* To do
The records that follow are to be transcribed word for word.

* Data for review
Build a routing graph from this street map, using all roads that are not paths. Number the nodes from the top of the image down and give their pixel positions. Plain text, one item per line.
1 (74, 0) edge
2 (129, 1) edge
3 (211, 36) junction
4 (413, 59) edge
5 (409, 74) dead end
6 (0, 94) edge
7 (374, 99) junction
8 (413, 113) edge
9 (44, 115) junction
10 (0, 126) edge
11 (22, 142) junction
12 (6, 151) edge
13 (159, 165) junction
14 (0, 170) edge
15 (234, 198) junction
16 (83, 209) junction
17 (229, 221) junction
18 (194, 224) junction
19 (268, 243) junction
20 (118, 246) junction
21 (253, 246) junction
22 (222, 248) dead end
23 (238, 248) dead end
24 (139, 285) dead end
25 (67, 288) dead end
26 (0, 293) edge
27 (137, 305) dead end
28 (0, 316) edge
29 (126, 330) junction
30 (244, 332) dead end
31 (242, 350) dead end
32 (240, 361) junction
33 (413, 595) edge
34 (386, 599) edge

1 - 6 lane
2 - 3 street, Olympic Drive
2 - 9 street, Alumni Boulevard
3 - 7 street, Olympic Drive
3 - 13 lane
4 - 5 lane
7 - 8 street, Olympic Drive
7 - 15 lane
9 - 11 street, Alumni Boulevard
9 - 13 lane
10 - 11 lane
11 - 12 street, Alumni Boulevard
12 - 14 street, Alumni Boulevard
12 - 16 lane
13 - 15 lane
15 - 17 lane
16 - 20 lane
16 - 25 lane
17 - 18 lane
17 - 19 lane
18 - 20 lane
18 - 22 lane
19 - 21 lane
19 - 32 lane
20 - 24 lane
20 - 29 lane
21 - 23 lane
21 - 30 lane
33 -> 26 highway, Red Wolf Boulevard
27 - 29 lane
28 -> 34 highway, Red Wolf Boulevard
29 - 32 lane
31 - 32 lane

* Answer to this exercise
Build a routing graph from this street map, using all roads that are not paths. Number the nodes from the top of the image down and give their pixel positions. Plain text, one item per line.
1 (74, 0) edge
2 (129, 1) edge
3 (211, 36) junction
4 (413, 59) edge
5 (409, 74) dead end
6 (0, 94) edge
7 (374, 99) junction
8 (413, 113) edge
9 (44, 115) junction
10 (0, 126) edge
11 (22, 142) junction
12 (6, 151) edge
13 (159, 165) junction
14 (0, 170) edge
15 (234, 198) junction
16 (83, 209) junction
17 (229, 221) junction
18 (194, 224) junction
19 (268, 243) junction
20 (118, 246) junction
21 (253, 246) junction
22 (222, 248) dead end
23 (238, 248) dead end
24 (139, 285) dead end
25 (67, 288) dead end
26 (0, 293) edge
27 (137, 305) dead end
28 (0, 316) edge
29 (126, 330) junction
30 (244, 332) dead end
31 (242, 350) dead end
32 (240, 361) junction
33 (413, 595) edge
34 (386, 599) edge

1 - 6 lane
2 - 3 street, Olympic Drive
2 - 9 street, Alumni Boulevard
3 - 7 street, Olympic Drive
3 - 13 lane
4 - 5 lane
7 - 8 street, Olympic Drive
7 - 15 lane
9 - 11 street, Alumni Boulevard
9 - 13 lane
10 - 11 lane
11 - 12 street, Alumni Boulevard
12 - 14 street, Alumni Boulevard
12 - 16 lane
13 - 15 lane
15 - 17 lane
16 - 20 lane
16 - 25 lane
17 - 18 lane
17 - 19 lane
18 - 20 lane
18 - 22 lane
19 - 21 lane
19 - 32 lane
20 - 24 lane
20 - 29 lane
21 - 23 lane
21 - 30 lane
33 -> 26 highway, Red Wolf Boulevard
27 - 29 lane
28 -> 34 highway, Red Wolf Boulevard
29 - 32 lane
31 - 32 lane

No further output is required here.